Stored data entries
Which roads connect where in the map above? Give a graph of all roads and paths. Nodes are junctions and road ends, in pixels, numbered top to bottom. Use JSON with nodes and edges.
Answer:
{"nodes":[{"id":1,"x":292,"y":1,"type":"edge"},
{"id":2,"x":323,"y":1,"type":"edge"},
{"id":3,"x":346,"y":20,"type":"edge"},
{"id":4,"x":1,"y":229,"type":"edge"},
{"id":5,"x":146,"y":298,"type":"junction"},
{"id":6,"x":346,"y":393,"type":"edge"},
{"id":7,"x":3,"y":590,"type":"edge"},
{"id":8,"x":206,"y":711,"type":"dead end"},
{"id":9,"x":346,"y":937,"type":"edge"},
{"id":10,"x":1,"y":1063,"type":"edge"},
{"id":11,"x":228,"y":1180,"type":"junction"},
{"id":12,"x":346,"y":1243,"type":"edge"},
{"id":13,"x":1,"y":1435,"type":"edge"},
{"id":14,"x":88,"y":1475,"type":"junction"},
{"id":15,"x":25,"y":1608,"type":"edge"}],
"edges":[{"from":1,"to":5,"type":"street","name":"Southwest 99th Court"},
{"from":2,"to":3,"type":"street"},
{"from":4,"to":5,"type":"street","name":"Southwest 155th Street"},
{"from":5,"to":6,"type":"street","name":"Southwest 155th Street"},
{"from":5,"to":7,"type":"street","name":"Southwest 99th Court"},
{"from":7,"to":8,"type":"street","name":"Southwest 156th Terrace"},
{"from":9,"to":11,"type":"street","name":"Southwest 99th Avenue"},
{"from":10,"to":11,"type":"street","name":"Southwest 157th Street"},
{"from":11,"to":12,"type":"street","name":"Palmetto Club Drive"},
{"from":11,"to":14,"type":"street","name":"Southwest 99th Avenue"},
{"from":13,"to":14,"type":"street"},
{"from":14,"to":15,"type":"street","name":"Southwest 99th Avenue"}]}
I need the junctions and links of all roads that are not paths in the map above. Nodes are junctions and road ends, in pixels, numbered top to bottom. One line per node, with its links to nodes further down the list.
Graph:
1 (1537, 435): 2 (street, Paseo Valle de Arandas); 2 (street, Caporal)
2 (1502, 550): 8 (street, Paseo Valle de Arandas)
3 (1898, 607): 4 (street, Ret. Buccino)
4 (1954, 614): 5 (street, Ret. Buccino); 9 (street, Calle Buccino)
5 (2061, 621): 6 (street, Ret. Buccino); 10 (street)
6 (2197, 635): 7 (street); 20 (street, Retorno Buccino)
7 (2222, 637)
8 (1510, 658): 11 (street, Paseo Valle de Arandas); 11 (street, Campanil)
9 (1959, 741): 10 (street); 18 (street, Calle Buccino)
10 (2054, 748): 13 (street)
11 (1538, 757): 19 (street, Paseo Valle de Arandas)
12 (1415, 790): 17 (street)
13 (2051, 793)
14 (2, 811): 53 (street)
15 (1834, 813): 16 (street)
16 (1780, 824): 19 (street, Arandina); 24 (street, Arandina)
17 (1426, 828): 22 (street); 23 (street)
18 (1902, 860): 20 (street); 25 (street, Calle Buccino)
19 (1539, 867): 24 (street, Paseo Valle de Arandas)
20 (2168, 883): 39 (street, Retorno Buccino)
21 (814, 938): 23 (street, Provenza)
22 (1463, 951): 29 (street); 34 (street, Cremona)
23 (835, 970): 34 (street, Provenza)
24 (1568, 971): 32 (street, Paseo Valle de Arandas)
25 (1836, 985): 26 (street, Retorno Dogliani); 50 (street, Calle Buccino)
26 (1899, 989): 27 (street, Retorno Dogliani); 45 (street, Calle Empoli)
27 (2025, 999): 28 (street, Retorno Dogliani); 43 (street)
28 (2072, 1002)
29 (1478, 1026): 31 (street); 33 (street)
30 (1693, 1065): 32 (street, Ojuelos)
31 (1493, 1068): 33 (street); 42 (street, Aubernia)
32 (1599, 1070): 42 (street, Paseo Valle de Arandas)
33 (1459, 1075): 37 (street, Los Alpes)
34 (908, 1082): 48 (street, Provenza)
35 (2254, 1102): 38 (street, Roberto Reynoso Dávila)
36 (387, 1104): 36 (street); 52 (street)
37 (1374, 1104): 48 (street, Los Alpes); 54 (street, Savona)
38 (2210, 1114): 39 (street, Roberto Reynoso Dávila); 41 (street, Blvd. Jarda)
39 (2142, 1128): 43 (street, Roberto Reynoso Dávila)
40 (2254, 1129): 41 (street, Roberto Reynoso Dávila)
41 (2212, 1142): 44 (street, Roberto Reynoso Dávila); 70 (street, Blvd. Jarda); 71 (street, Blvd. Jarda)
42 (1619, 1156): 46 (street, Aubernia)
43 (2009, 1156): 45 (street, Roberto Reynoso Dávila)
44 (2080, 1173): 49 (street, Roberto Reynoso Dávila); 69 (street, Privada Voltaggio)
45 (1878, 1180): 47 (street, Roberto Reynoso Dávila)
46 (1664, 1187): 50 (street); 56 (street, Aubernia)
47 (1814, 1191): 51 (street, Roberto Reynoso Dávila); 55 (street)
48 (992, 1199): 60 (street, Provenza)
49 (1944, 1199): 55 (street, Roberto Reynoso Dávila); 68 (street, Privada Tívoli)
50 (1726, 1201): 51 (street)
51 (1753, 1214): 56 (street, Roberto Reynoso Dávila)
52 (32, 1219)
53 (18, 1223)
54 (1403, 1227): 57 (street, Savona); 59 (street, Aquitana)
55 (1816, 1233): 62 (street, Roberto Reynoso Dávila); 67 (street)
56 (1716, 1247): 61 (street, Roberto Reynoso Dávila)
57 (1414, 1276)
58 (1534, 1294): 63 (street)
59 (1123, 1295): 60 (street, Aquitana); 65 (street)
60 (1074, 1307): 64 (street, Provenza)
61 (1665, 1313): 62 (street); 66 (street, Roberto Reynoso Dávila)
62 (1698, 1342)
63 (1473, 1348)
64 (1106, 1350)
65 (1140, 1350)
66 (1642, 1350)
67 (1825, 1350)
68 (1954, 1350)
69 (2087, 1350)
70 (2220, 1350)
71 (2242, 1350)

WHAT TO WORK ON → Each record above needs to be transcribed word for word.

RESPONSE →
Which roads connect where in the map above? Give a graph of all roads and paths. Nodes are junctions and road ends, in pixels, numbered top to bottom. Use JSON with nodes and edges.
Answer:
{"nodes":[{"id":1,"x":292,"y":1,"type":"edge"},
{"id":2,"x":323,"y":1,"type":"edge"},
{"id":3,"x":346,"y":20,"type":"edge"},
{"id":4,"x":1,"y":229,"type":"edge"},
{"id":5,"x":146,"y":298,"type":"junction"},
{"id":6,"x":346,"y":393,"type":"edge"},
{"id":7,"x":3,"y":590,"type":"edge"},
{"id":8,"x":206,"y":711,"type":"dead end"},
{"id":9,"x":346,"y":937,"type":"edge"},
{"id":10,"x":1,"y":1063,"type":"edge"},
{"id":11,"x":228,"y":1180,"type":"junction"},
{"id":12,"x":346,"y":1243,"type":"edge"},
{"id":13,"x":1,"y":1435,"type":"edge"},
{"id":14,"x":88,"y":1475,"type":"junction"},
{"id":15,"x":25,"y":1608,"type":"edge"}],
"edges":[{"from":1,"to":5,"type":"street","name":"Southwest 99th Court"},
{"from":2,"to":3,"type":"street"},
{"from":4,"to":5,"type":"street","name":"Southwest 155th Street"},
{"from":5,"to":6,"type":"street","name":"Southwest 155th Street"},
{"from":5,"to":7,"type":"street","name":"Southwest 99th Court"},
{"from":7,"to":8,"type":"street","name":"Southwest 156th Terrace"},
{"from":9,"to":11,"type":"street","name":"Southwest 99th Avenue"},
{"from":10,"to":11,"type":"street","name":"Southwest 157th Street"},
{"from":11,"to":12,"type":"street","name":"Palmetto Club Drive"},
{"from":11,"to":14,"type":"street","name":"Southwest 99th Avenue"},
{"from":13,"to":14,"type":"street"},
{"from":14,"to":15,"type":"street","name":"Southwest 99th Avenue"}]}
I need the junctions and links of all roads that are not paths in the map above. Nodes are junctions and road ends, in pixels, numbered top to bottom. One line per node, with its links to nodes further down the list.
Graph:
1 (1537, 435): 2 (street, Paseo Valle de Arandas); 2 (street, Caporal)
2 (1502, 550): 8 (street, Paseo Valle de Arandas)
3 (1898, 607): 4 (street, Ret. Buccino)
4 (1954, 614): 5 (street, Ret. Buccino); 9 (street, Calle Buccino)
5 (2061, 621): 6 (street, Ret. Buccino); 10 (street)
6 (2197, 635): 7 (street); 20 (street, Retorno Buccino)
7 (2222, 637)
8 (1510, 658): 11 (street, Paseo Valle de Arandas); 11 (street, Campanil)
9 (1959, 741): 10 (street); 18 (street, Calle Buccino)
10 (2054, 748): 13 (street)
11 (1538, 757): 19 (street, Paseo Valle de Arandas)
12 (1415, 790): 17 (street)
13 (2051, 793)
14 (2, 811): 53 (street)
15 (1834, 813): 16 (street)
16 (1780, 824): 19 (street, Arandina); 24 (street, Arandina)
17 (1426, 828): 22 (street); 23 (street)
18 (1902, 860): 20 (street); 25 (street, Calle Buccino)
19 (1539, 867): 24 (street, Paseo Valle de Arandas)
20 (2168, 883): 39 (street, Retorno Buccino)
21 (814, 938): 23 (street, Provenza)
22 (1463, 951): 29 (street); 34 (street, Cremona)
23 (835, 970): 34 (street, Provenza)
24 (1568, 971): 32 (street, Paseo Valle de Arandas)
25 (1836, 985): 26 (street, Retorno Dogliani); 50 (street, Calle Buccino)
26 (1899, 989): 27 (street, Retorno Dogliani); 45 (street, Calle Empoli)
27 (2025, 999): 28 (street, Retorno Dogliani); 43 (street)
28 (2072, 1002)
29 (1478, 1026): 31 (street); 33 (street)
30 (1693, 1065): 32 (street, Ojuelos)
31 (1493, 1068): 33 (street); 42 (street, Aubernia)
32 (1599, 1070): 42 (street, Paseo Valle de Arandas)
33 (1459, 1075): 37 (street, Los Alpes)
34 (908, 1082): 48 (street, Provenza)
35 (2254, 1102): 38 (street, Roberto Reynoso Dávila)
36 (387, 1104): 36 (street); 52 (street)
37 (1374, 1104): 48 (street, Los Alpes); 54 (street, Savona)
38 (2210, 1114): 39 (street, Roberto Reynoso Dávila); 41 (street, Blvd. Jarda)
39 (2142, 1128): 43 (street, Roberto Reynoso Dávila)
40 (2254, 1129): 41 (street, Roberto Reynoso Dávila)
41 (2212, 1142): 44 (street, Roberto Reynoso Dávila); 70 (street, Blvd. Jarda); 71 (street, Blvd. Jarda)
42 (1619, 1156): 46 (street, Aubernia)
43 (2009, 1156): 45 (street, Roberto Reynoso Dávila)
44 (2080, 1173): 49 (street, Roberto Reynoso Dávila); 69 (street, Privada Voltaggio)
45 (1878, 1180): 47 (street, Roberto Reynoso Dávila)
46 (1664, 1187): 50 (street); 56 (street, Aubernia)
47 (1814, 1191): 51 (street, Roberto Reynoso Dávila); 55 (street)
48 (992, 1199): 60 (street, Provenza)
49 (1944, 1199): 55 (street, Roberto Reynoso Dávila); 68 (street, Privada Tívoli)
50 (1726, 1201): 51 (street)
51 (1753, 1214): 56 (street, Roberto Reynoso Dávila)
52 (32, 1219)
53 (18, 1223)
54 (1403, 1227): 57 (street, Savona); 59 (street, Aquitana)
55 (1816, 1233): 62 (street, Roberto Reynoso Dávila); 67 (street)
56 (1716, 1247): 61 (street, Roberto Reynoso Dávila)
57 (1414, 1276)
58 (1534, 1294): 63 (street)
59 (1123, 1295): 60 (street, Aquitana); 65 (street)
60 (1074, 1307): 64 (street, Provenza)
61 (1665, 1313): 62 (street); 66 (street, Roberto Reynoso Dávila)
62 (1698, 1342)
63 (1473, 1348)
64 (1106, 1350)
65 (1140, 1350)
66 (1642, 1350)
67 (1825, 1350)
68 (1954, 1350)
69 (2087, 1350)
70 (2220, 1350)
71 (2242, 1350)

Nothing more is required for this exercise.